**EXERCISE PROMPT:** The expected result is an exact restatement of the data, free of pictures.

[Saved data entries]
::::

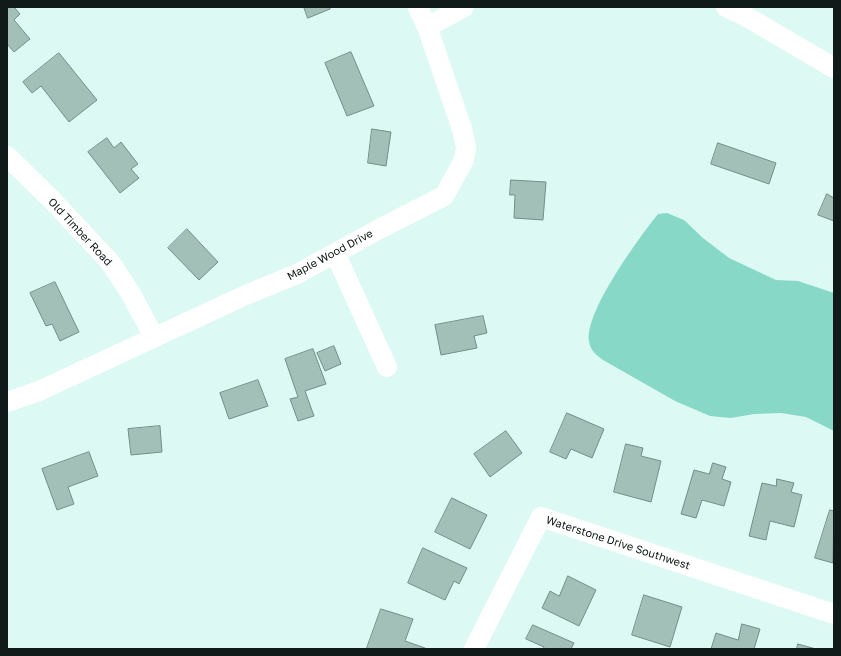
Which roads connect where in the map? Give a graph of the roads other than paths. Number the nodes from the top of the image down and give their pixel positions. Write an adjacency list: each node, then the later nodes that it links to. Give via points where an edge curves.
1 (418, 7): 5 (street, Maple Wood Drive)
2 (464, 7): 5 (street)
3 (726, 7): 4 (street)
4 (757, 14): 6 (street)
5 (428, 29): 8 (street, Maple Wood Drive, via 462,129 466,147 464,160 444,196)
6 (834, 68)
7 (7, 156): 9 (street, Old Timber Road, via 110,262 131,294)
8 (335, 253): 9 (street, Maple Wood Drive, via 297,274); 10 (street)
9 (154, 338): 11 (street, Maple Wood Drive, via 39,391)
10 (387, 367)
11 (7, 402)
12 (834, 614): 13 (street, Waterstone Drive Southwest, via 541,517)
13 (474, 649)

::::

**SOLUTION:**
Which roads connect where in the map? Give a graph of the roads other than paths. Number the nodes from the top of the image down and give their pixel positions. Write an adjacency list: each node, then the later nodes that it links to. Give via points where an edge curves.
1 (418, 7): 5 (street, Maple Wood Drive)
2 (464, 7): 5 (street)
3 (726, 7): 4 (street)
4 (757, 14): 6 (street)
5 (428, 29): 8 (street, Maple Wood Drive, via 462,129 466,147 464,160 444,196)
6 (834, 68)
7 (7, 156): 9 (street, Old Timber Road, via 110,262 131,294)
8 (335, 253): 9 (street, Maple Wood Drive, via 297,274); 10 (street)
9 (154, 338): 11 (street, Maple Wood Drive, via 39,391)
10 (387, 367)
11 (7, 402)
12 (834, 614): 13 (street, Waterstone Drive Southwest, via 541,517)
13 (474, 649)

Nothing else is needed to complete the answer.